Stored items

*** Begin section ***

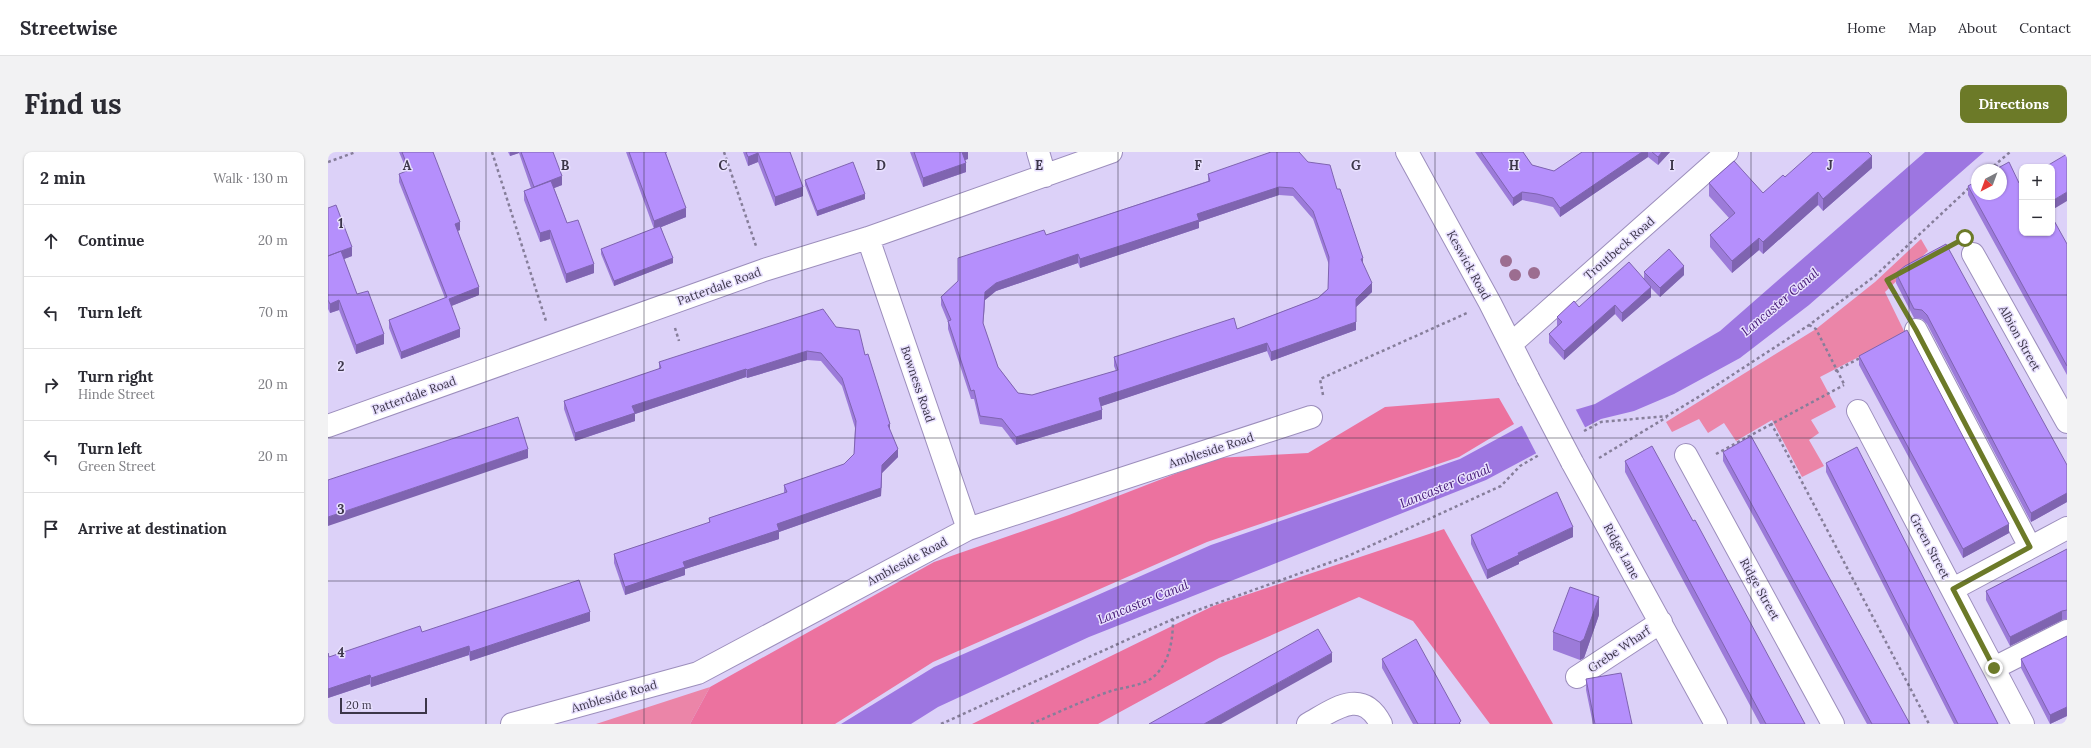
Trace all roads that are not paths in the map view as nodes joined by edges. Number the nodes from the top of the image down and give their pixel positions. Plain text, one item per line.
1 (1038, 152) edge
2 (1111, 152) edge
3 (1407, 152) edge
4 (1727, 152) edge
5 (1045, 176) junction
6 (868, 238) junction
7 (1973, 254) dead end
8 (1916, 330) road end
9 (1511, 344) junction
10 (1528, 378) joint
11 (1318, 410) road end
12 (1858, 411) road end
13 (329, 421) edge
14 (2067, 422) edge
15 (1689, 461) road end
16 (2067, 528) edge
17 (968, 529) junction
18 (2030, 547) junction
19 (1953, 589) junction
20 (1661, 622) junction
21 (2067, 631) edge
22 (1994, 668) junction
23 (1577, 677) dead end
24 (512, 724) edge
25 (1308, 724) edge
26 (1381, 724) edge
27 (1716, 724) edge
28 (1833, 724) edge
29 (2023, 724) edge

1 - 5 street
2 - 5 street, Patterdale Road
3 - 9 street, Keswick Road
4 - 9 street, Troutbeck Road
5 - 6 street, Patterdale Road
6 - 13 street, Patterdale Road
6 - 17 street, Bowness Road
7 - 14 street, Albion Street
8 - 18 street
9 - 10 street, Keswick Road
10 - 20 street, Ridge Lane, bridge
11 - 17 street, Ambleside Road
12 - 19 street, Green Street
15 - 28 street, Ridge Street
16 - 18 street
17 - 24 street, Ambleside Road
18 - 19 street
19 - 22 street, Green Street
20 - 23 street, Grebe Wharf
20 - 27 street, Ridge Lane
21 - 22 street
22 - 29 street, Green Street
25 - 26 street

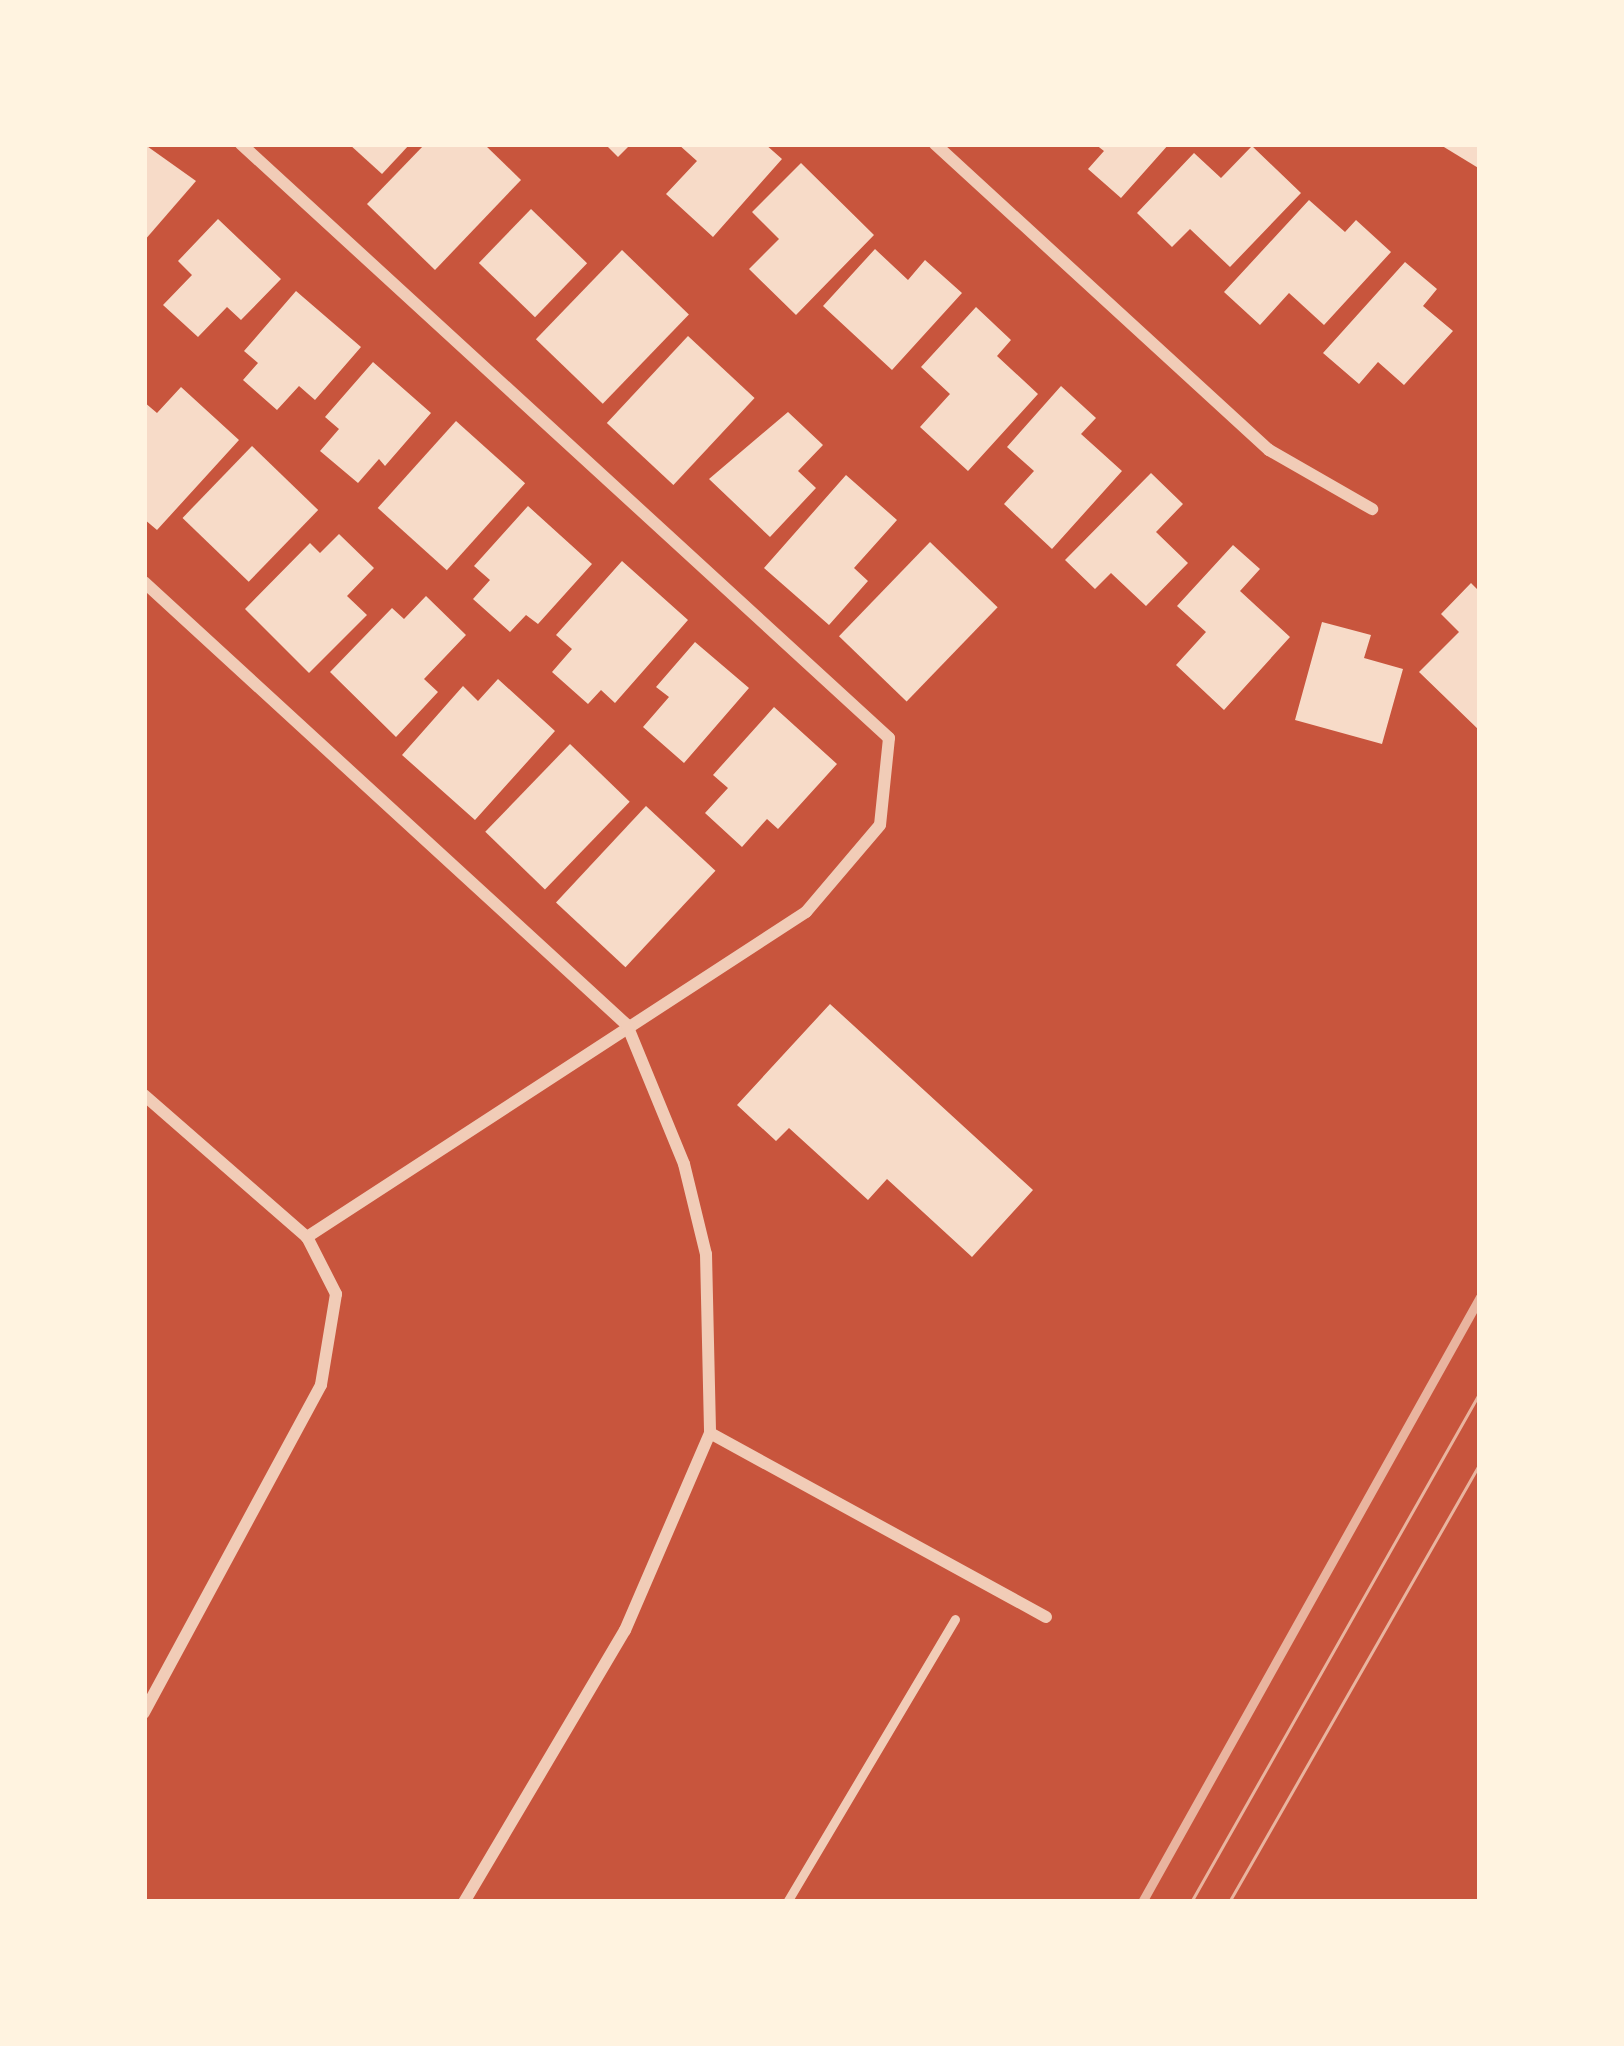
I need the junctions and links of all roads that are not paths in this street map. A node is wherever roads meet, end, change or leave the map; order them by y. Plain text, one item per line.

*** End section ***

ACTIVITY -> Each entry should come back exactly as written, with its pictures omitted.

SOLUTION TO THIS PROBLEM ->
Trace all roads that are not paths in the map view as nodes joined by edges. Number the nodes from the top of the image down and give their pixel positions. Plain text, one item per line.
1 (1038, 152) edge
2 (1111, 152) edge
3 (1407, 152) edge
4 (1727, 152) edge
5 (1045, 176) junction
6 (868, 238) junction
7 (1973, 254) dead end
8 (1916, 330) road end
9 (1511, 344) junction
10 (1528, 378) joint
11 (1318, 410) road end
12 (1858, 411) road end
13 (329, 421) edge
14 (2067, 422) edge
15 (1689, 461) road end
16 (2067, 528) edge
17 (968, 529) junction
18 (2030, 547) junction
19 (1953, 589) junction
20 (1661, 622) junction
21 (2067, 631) edge
22 (1994, 668) junction
23 (1577, 677) dead end
24 (512, 724) edge
25 (1308, 724) edge
26 (1381, 724) edge
27 (1716, 724) edge
28 (1833, 724) edge
29 (2023, 724) edge

1 - 5 street
2 - 5 street, Patterdale Road
3 - 9 street, Keswick Road
4 - 9 street, Troutbeck Road
5 - 6 street, Patterdale Road
6 - 13 street, Patterdale Road
6 - 17 street, Bowness Road
7 - 14 street, Albion Street
8 - 18 street
9 - 10 street, Keswick Road
10 - 20 street, Ridge Lane, bridge
11 - 17 street, Ambleside Road
12 - 19 street, Green Street
15 - 28 street, Ridge Street
16 - 18 street
17 - 24 street, Ambleside Road
18 - 19 street
19 - 22 street, Green Street
20 - 23 street, Grebe Wharf
20 - 27 street, Ridge Lane
21 - 22 street
22 - 29 street, Green Street
25 - 26 street

I need the junctions and links of all roads that are not paths in this street map. A node is wherever roads meet, end, change or leave the map; order them by y. Plain text, one item per line.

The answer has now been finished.